RDG: Ci sono modelli sindacali esteri che conosce e apprezza?

ML: Conosco bene e apprezzo la IG Metall, la grande organizzazione sindacale tedesca, che si è predisposta a rappresentare tutti i lavoratori che concorrono alla catena di valore del prodotto, dalla produzione alla consegna, all’assistenza. Dobbiamo riunificare i contratti; ma questo significa riaffermare il valore fondamentale del contratto nazionale e della contrattazione aziendale. La pericolosità del modello FIAT, inizialmente da troppi sottovalutato, è che ha provato senza riuscirci ad affermare in Italia un’idea americana delle relazioni sindacali in cui non esiste più il contratto nazionale. Il sindacato diventa un soggetto aziendale, che partecipa alla competizione tra le diverse aziende. Un’innovazione che distrugge il cuore della stessa nostra ragion d’essere: senza una solidarietà generale tra i lavoratori, senza una strumentazione di diritti garantiti in qualsiasi parte del mondo e in qualsiasi azienda, il sindacato non esiste più. Io continuo a pensare che questi non sono ragionamenti “vecchi”, ma valori che vanno riaffermati. Per tornare alla domanda iniziale – se cioè il sindacato abbia un futuro – ebbene, il sindacato secondo me può avere un futuro perché ci sono milioni di persone che lavorano, persone che hanno bisogno e diritto di stare insieme per tutelare la loro condizione di lavoro.

Il punto centrale deve essere che i diritti fondamentali della persona non devono più rimanere legati al lavoro che si svolge, e non possono di fatto essere diritti effettivi solo se si lavora a tempo indeterminato. Devono essere diritti esigibili e garantiti per chiunque lavori, qualunque sia il lavoro svolto, qualunque sia la modalità, qualunque sia il grado di autonomia nella prestazione. E in questa logica, da un lato, non è più possibile continuare ad avere quasi 800 contratti nazionali di lavoro; dall’altro, bisogna ridisegnare i contratti per mettere assieme tutte le persone che lavorano nella medesima filiera produttiva. Non farlo rischia di diventare un fattore di debolezza e di competizione tra lavoratori, mentre, dall’altra parte, il governo dell’impresa è totalmente centralizzato. Dunque, dobbiamo riformarci e ridefinire le vecchie categorie, riducendo il numero dei contratti e pensando a una contrattazione di tipo nuovo. Il che implica l’abbandono della tradizionale ostilità del sindacato a una regolazione per legge della rappresentanza e di altre materie sindacali. Io credo che oggi sia giunto il momento di una legislazione sul lavoro e di una legge sulla rappresentanza come proposto nella Carta dei diritti della CGIL che garantiscano determinati diritti in capo ai lavoratori, compreso il diritto di votare tutti gli accordi che li riguardano, il diritto di potersi scegliere il sindacato cui aderire, e la misurazione della legale rappresentanza (anche datoriale) attraverso un funzionamento più trasparente di tutte le organizzazioni di rappresentanza collettive.
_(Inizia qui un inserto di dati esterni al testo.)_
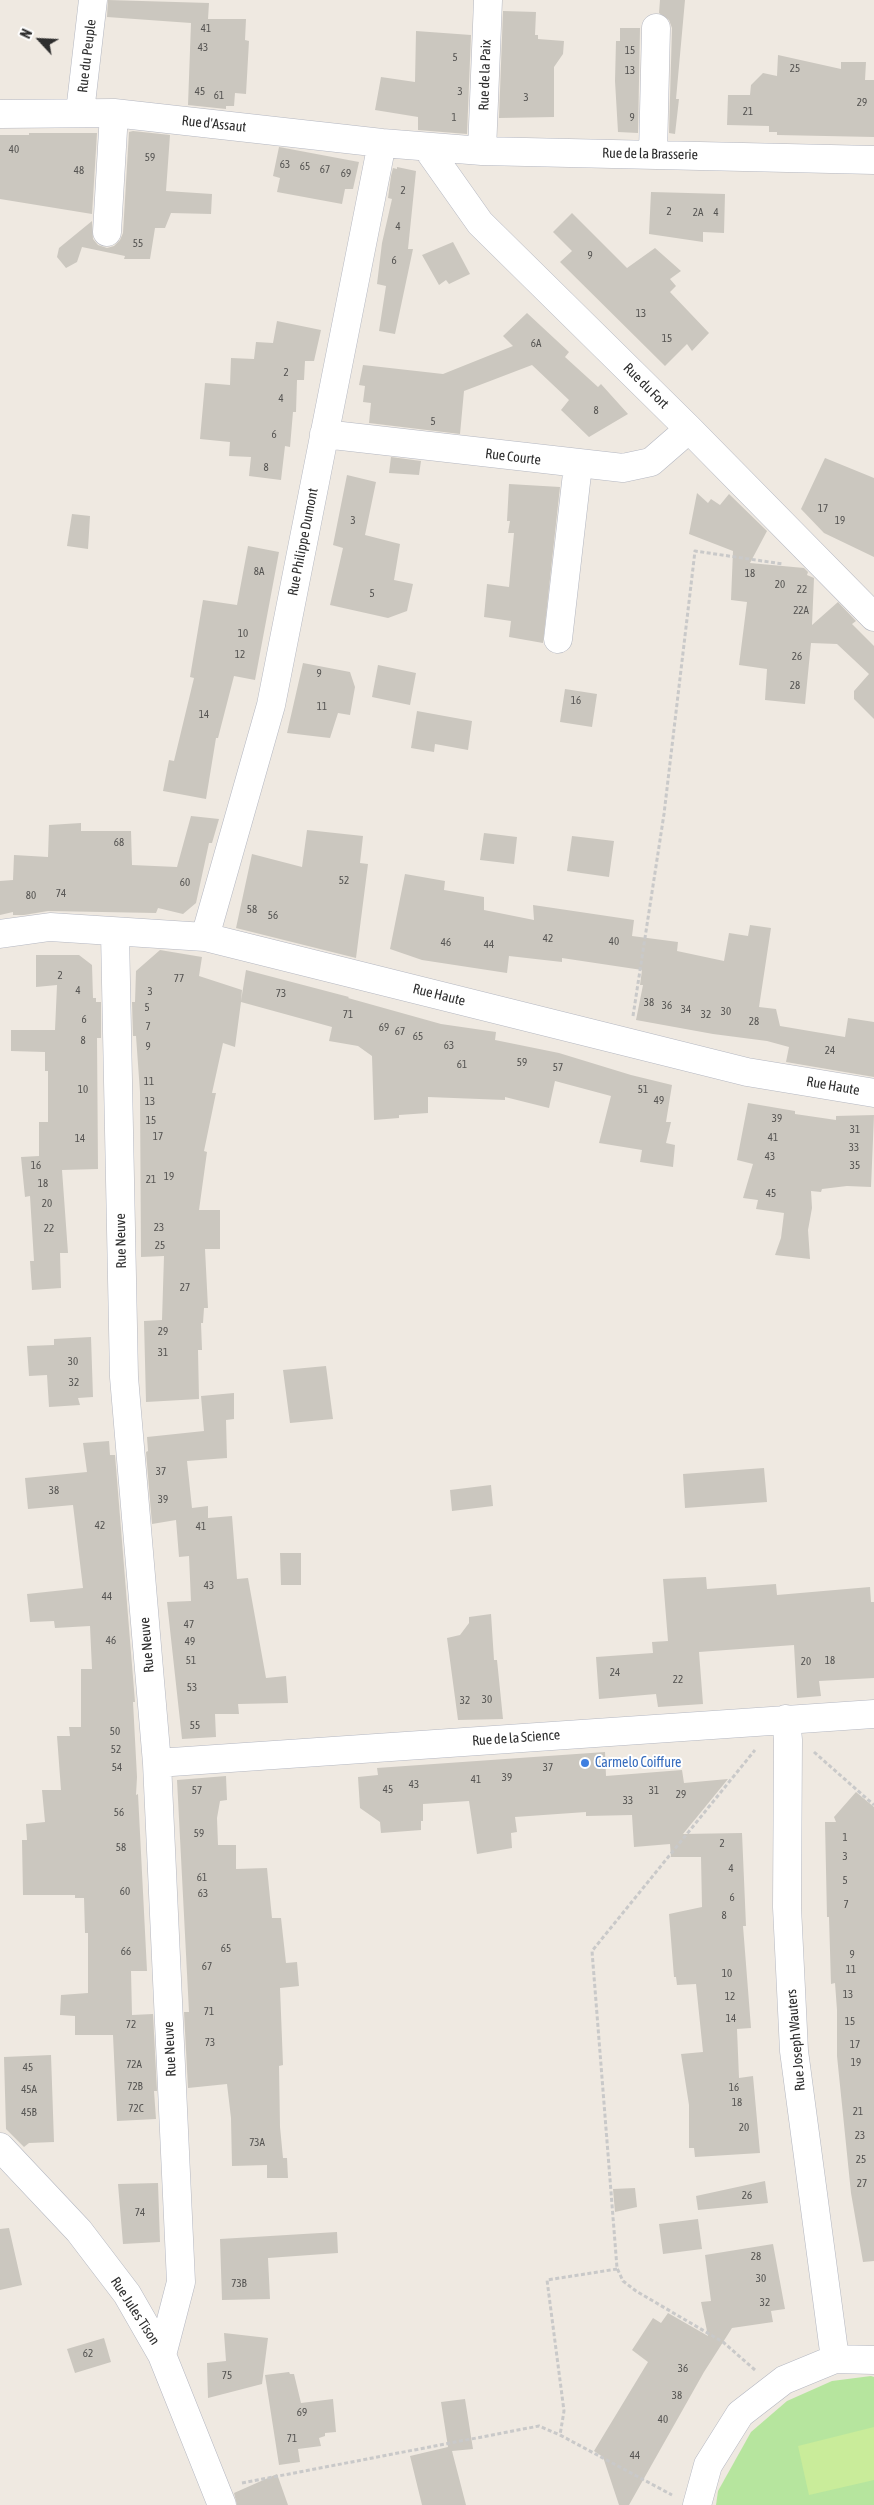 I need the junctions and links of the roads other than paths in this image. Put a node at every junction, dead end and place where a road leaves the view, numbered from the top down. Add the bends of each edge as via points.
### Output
1 (93, 0) edge
2 (488, 0) edge
3 (656, 28) dead end
4 (80, 112) junction
5 (114, 113) junction
6 (0, 114) edge
7 (382, 143) junction
8 (426, 148) junction
9 (482, 151) junction
10 (653, 154) junction
11 (874, 160) edge
12 (107, 232) dead end
13 (689, 429) junction
14 (324, 434) junction
15 (578, 465) junction
16 (874, 617) edge
17 (558, 639) dead end
18 (115, 933) junction
19 (0, 934) edge
20 (205, 937) junction
21 (874, 1093) edge
22 (874, 1714) edge
23 (787, 1730) junction
24 (157, 1763) junction
25 (0, 2147) edge
26 (162, 2355) junction
27 (835, 2359) junction
28 (874, 2360) edge
29 (218, 2497) edge
30 (687, 2502) edge

1 - 4 street, Rue du Peuple
2 - 9 street, Rue de la Paix
3 - 10 street
4 - 5 street, Rue d'Assaut
4 - 6 street, Rue d'Assaut
5 - 7 street, Rue d'Assaut
5 - 12 street
7 - 8 street, Rue d'Assaut
7 - 14 street, Rue Philippe Dumont
8 - 9 street, Rue de la Brasserie
8 - 13 street, Rue du Fort via 480,223
9 - 10 street, Rue de la Brasserie
10 - 11 street, Rue de la Brasserie
13 - 15 street, Rue Courte via 651,462 623,468
13 - 16 street, Rue du Fort
14 - 15 street, Rue Courte
14 - 20 street, Rue Philippe Dumont via 271,705
15 - 17 street
18 - 19 street, Rue Haute via 50,927
18 - 20 street, Rue Haute
18 - 24 street, Rue Neuve via 124,1376
20 - 21 street, Rue Haute via 747,1072
22 - 23 street, Rue de la Science
23 - 24 street, Rue de la Science
23 - 27 street, Rue Joseph Wauters via 788,1907 794,2051
24 - 26 street, Rue Neuve via 181,2282
25 - 26 street, Rue Jules Tison via 79,2231 127,2294
26 - 29 street, Rue Jules Tison
27 - 28 street
27 - 30 street via 784,2380 740,2414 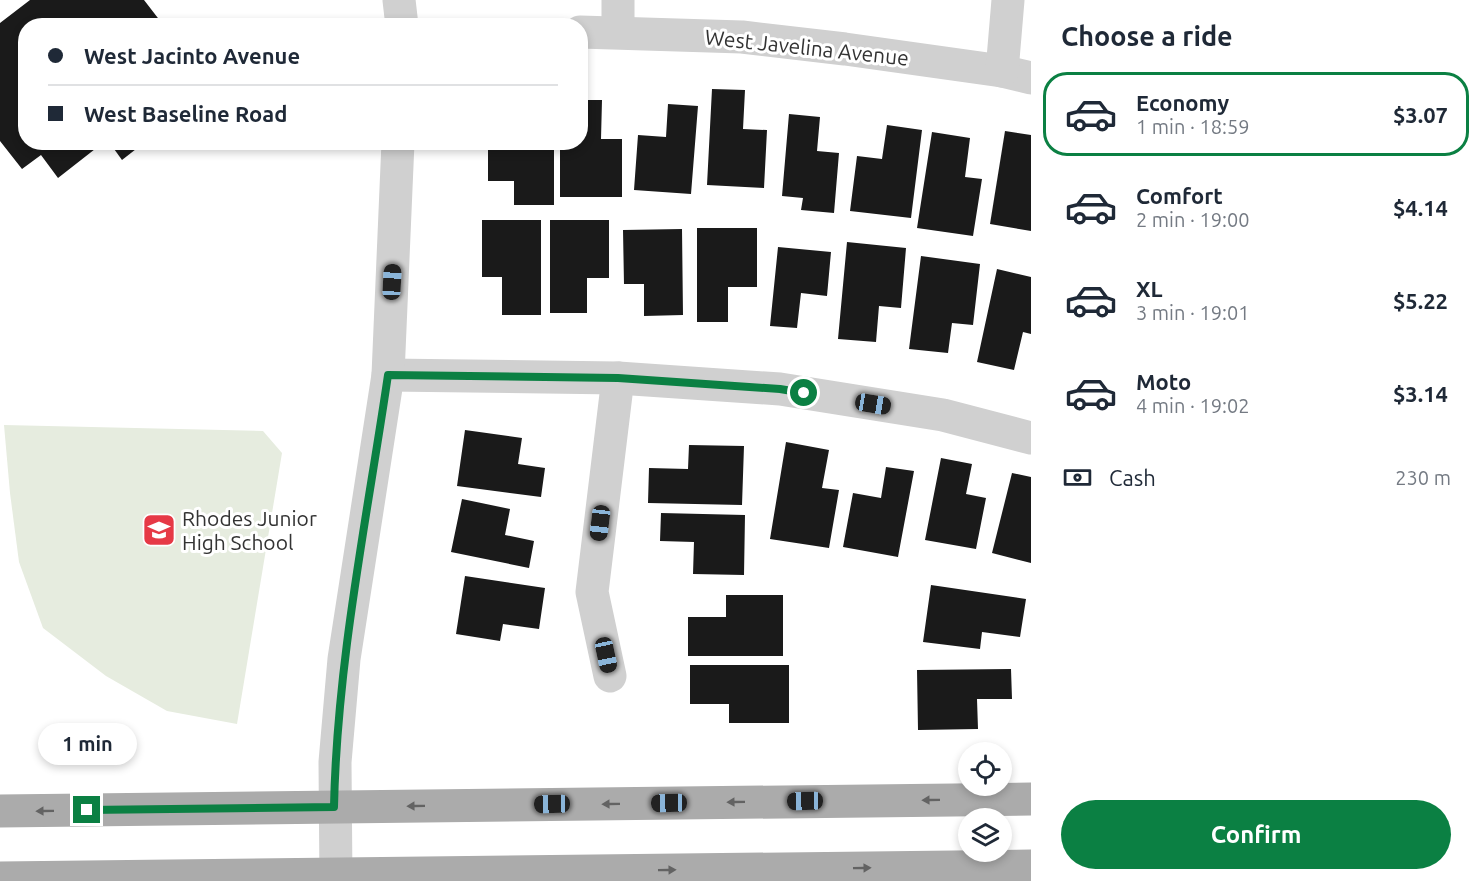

Il ruolo del sindacato è anche quello di creare il consenso sociale e politico per ricostruire una nuova legislazione del lavoro e, se necessario, dobbiamo costruire anche una mobilitazione sociale per sostenerla. Nessun altro lo farà al posto nostro.

 

RDG: Si parla sempre più spesso di fallimento del modello socialdemocratico in Europa e i risultati dei partiti nelle elezioni in parecchi Paesi sembrano confermarlo. Come può il sindacato vivere senza una sponda politica?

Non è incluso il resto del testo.